Wild, Electrifying Flamenco and Balkan-Flavored Dances From Besarabia

by delarue

One of the most feral, entertaining albums of the year is Spanish group Besarabia‘s Animal Republic, streaming at youtube. If adrenaline is your thing, this is your jam. Multitracking themselves for a kinetically ornate, Middle Eastern-infused flamenco sound, they make a lot of noise for a trio. Eva Domingo sings, plays davul, darbuka and other percussion. Jaume Pallardo’s primary axe is the Cretan lute, but he also plays oud and baglama, often in the same song. Violist and violinist Heidi Erbrich is not only the lead instrumentalist, more or less, but is also the group’s flamenco dancer.

The first track is The Real Royal Turkey – seemingly referring to the nation, but it’s actually about the bird. Pallardo’s tantalizingly brief lute and oud breaks punch in over Erbrich’s melismatic, modal viola and emphatically syncopated stomp. The group introduce Oroneta with eerie, Bulgarian-tinged vocal harmonies, then launch into a lush, slashingly chromatic, trickily rhythmic theme. The hushed interlude toward the end, with Pallardo’s mysterious, muted plucking, comes as a real surprise.

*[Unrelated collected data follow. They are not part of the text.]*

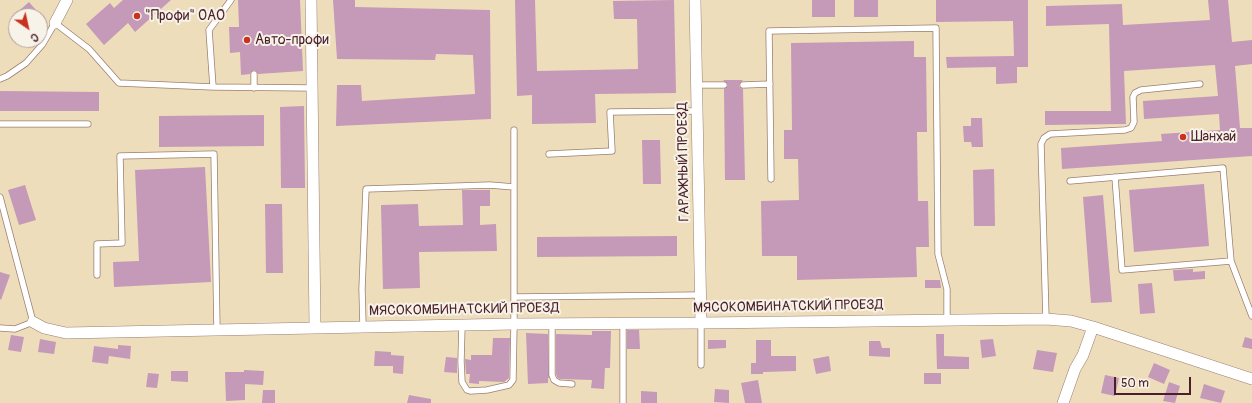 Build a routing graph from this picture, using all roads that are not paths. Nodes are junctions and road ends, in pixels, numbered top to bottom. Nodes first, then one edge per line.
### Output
1 (67, 0) edge
2 (231, 0) edge
3 (310, 0) edge
4 (695, 0) edge
5 (55, 22) junction
6 (254, 74) dead end
7 (0, 79) edge
8 (770, 84) junction
9 (1200, 84) dead end
10 (698, 85) junction
11 (724, 85) dead end
12 (743, 85) dead end
13 (212, 88) junction
14 (254, 88) junction
15 (312, 88) junction
16 (698, 110) junction
17 (0, 124) edge
18 (88, 124) dead end
19 (514, 130) dead end
20 (549, 154) dead end
21 (1115, 177) junction
22 (771, 179) dead end
23 (1070, 181) dead end
24 (514, 187) junction
25 (0, 198) edge
26 (1231, 261) junction
27 (97, 274) dead end
28 (700, 295) junction
29 (514, 297) junction
30 (1252, 316) edge
31 (947, 319) junction
32 (1046, 319) junction
33 (33, 322) junction
34 (700, 323) junction
35 (462, 324) junction
36 (514, 324) junction
37 (552, 324) junction
38 (623, 324) junction
39 (363, 326) junction
40 (315, 327) junction
41 (1093, 327) junction
42 (0, 328) edge
43 (218, 330) junction
44 (701, 364) dead end
45 (1252, 379) edge
46 (572, 384) dead end
47 (623, 403) edge
48 (1063, 403) edge

1 - 5 street
2 - 13 lane
3 - 15 street
4 - 10 street, ГАРАЖНЫЙ ПРОЕЗД
5 - 7 lane
5 - 13 lane
6 - 14 lane
8 - 12 lane
8 - 22 lane
8 - 31 lane
9 - 32 lane
10 - 11 lane
10 - 16 street, ГАРАЖНЫЙ ПРОЕЗД
13 - 14 lane
14 - 15 lane
15 - 40 street
16 - 20 lane
16 - 28 street, ГАРАЖНЫЙ ПРОЕЗД
17 - 18 lane
19 - 24 lane
21 - 23 lane
21 - 26 lane
21 - 26 lane
24 - 29 lane
24 - 39 lane
25 - 33 lane
26 - 30 lane
27 - 43 lane
28 - 29 lane
28 - 34 street, ГАРАЖНЫЙ ПРОЕЗД
29 - 36 lane
31 - 32 street, МЯСОКОМБИНАТСКИЙ ПРОЕЗД
31 - 34 street, МЯСОКОМБИНАТСКИЙ ПРОЕЗД
32 - 41 street, МЯСОКОМБИНАТСКИЙ ПРОЕЗД
33 - 42 lane
33 - 43 street, МЯСОКОМБИНАТСКИЙ ПРОЕЗД
34 - 38 street, МЯСОКОМБИНАТСКИЙ ПРОЕЗД
34 - 44 lane
35 - 36 street, МЯСОКОМБИНАТСКИЙ ПРОЕЗД
35 - 36 lane
35 - 39 street, МЯСОКОМБИНАТСКИЙ ПРОЕЗД
36 - 37 street, МЯСОКОМБИНАТСКИЙ ПРОЕЗД
37 - 38 street, МЯСОКОМБИНАТСКИЙ ПРОЕЗД
37 - 46 lane
38 - 47 lane
39 - 40 street, МЯСОКОМБИНАТСКИЙ ПРОЕЗД
40 - 43 street, МЯСОКОМБИНАТСКИЙ ПРОЕЗД
41 - 45 street, МЯСОКОМБИНАТСКИЙ ПРОЕЗД
41 - 48 street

The group follow with the raw, rustic flamenco instrumental El Conte de Talp Que Volia Ser Acell. Giraffe by the Sea is next, an irresistibly picturesque, magic-realist narrative set to punchy syncopation, with incisive lute and more bracing, antique modalities from the viola.

Cants de Balena (Whale Song) is more austere and closer to jazz, with Erbrich’s airy string harmonies and a nimbly scrambling lute solo. The album’s most hypnotically circling number, La Dans de la Serp has allusively Egyptian-inflected modes, a scary false ending, a spacious, all-too-brief oud solo and some neat oud/viola tradeoffs.

Elefanta is a diptych. Part one, La Cacharreria is an absolutely gorgeous, bittersweet lute theme and variations, with another ridiculous, funny spoken-word break from Domingo. The second half, Altibajos begins with an enigmatic viola melody and takes on more Arabic tinges as the group pounce along.

Perdut has a sparse, wistful lullaby quality. El Gato Rubato – a song that needed to be written, right? – turns out to be an amusing, high-voltage flamenco number. This cat does what he damn well pleases. The band wind up the album with the austere, elegaic counterpoint of Spider Tears. This is a lock for one of the best albums of 2021.